● **The problem**: Beginning with the line that mentions "Which roads connect", reproduce every line through the last line of the entries, exactly, and only those.

● **Data**:
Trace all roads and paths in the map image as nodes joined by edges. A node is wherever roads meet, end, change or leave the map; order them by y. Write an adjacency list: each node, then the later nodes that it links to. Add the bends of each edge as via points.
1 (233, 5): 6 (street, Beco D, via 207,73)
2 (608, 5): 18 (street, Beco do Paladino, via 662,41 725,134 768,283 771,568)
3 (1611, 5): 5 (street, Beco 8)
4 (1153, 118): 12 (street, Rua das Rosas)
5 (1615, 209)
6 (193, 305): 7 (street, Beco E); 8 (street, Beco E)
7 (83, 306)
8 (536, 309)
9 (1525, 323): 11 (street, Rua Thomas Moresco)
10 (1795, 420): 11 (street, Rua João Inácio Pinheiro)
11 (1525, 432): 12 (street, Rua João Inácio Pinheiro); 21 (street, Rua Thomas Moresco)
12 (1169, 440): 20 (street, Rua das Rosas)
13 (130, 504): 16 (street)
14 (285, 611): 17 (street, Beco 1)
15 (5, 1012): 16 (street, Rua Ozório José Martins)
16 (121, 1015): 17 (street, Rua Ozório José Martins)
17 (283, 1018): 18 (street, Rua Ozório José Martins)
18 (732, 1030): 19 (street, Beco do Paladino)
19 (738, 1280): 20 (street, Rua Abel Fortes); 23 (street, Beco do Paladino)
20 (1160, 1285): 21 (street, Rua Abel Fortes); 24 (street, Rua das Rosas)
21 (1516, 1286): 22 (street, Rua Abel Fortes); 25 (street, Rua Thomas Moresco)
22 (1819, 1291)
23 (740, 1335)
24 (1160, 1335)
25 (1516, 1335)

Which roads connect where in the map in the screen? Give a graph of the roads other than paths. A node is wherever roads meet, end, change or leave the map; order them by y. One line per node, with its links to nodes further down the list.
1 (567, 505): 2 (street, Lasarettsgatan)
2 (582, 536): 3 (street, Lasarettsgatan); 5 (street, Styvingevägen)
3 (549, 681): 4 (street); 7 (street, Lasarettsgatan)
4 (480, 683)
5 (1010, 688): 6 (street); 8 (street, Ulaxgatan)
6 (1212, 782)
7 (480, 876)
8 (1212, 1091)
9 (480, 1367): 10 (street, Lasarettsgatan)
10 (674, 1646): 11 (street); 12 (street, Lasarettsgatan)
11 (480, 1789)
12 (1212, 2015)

● **Task solution**:
Which roads connect where in the map in the screen? Give a graph of the roads other than paths. A node is wherever roads meet, end, change or leave the map; order them by y. One line per node, with its links to nodes further down the list.
1 (567, 505): 2 (street, Lasarettsgatan)
2 (582, 536): 3 (street, Lasarettsgatan); 5 (street, Styvingevägen)
3 (549, 681): 4 (street); 7 (street, Lasarettsgatan)
4 (480, 683)
5 (1010, 688): 6 (street); 8 (street, Ulaxgatan)
6 (1212, 782)
7 (480, 876)
8 (1212, 1091)
9 (480, 1367): 10 (street, Lasarettsgatan)
10 (674, 1646): 11 (street); 12 (street, Lasarettsgatan)
11 (480, 1789)
12 (1212, 2015)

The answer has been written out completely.